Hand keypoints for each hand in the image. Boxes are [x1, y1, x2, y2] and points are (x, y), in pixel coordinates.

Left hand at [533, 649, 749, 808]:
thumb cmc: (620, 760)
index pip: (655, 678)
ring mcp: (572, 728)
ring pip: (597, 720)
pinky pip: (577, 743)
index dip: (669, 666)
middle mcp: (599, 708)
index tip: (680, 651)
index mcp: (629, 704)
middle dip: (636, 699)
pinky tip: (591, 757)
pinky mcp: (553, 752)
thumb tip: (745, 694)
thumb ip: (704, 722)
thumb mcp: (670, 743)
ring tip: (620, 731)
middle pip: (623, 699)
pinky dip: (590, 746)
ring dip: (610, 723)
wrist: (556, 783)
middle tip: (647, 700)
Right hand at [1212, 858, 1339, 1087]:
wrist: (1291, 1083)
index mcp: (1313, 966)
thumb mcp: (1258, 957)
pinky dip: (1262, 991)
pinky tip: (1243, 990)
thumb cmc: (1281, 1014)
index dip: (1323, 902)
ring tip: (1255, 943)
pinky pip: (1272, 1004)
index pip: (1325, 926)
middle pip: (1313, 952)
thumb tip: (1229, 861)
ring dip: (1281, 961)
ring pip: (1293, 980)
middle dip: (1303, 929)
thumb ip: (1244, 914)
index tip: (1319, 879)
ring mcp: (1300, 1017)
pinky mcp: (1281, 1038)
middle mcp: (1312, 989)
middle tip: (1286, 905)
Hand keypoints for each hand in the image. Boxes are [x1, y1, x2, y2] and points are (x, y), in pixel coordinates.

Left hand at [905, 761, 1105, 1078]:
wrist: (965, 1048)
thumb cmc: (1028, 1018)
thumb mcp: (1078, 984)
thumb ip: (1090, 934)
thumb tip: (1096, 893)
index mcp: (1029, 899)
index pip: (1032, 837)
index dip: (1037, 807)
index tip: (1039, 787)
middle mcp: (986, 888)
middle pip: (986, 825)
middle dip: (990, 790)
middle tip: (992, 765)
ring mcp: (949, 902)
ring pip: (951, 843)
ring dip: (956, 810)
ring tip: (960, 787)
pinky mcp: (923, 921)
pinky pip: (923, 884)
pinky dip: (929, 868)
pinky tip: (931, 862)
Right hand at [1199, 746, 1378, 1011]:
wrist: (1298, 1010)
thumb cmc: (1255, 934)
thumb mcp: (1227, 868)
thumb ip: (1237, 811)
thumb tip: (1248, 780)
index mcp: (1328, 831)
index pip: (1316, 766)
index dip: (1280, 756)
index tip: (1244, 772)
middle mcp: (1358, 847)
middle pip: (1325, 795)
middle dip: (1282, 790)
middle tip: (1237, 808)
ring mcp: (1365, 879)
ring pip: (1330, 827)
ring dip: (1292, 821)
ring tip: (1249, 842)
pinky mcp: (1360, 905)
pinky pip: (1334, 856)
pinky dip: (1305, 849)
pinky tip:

★ ★ ★ ★ ★ ★ ★

TASK BRIEF:
Every line in the data that holds the string "hand" should be copied.

ANSWER TO THE PROBLEM:
Hand keypoints for each hand in the image. Boxes are [x1, y1, x2, y2] and points are (x, y), in pixel coordinates.
Left hand at [533, 649, 749, 808]:
Right hand at [1212, 858, 1339, 1087]:
Hand keypoints for each hand in the image. Boxes are [x1, y1, x2, y2] and points are (x, y), in pixel coordinates.
Left hand at [905, 761, 1105, 1078]:
Right hand at [1199, 746, 1378, 1011]:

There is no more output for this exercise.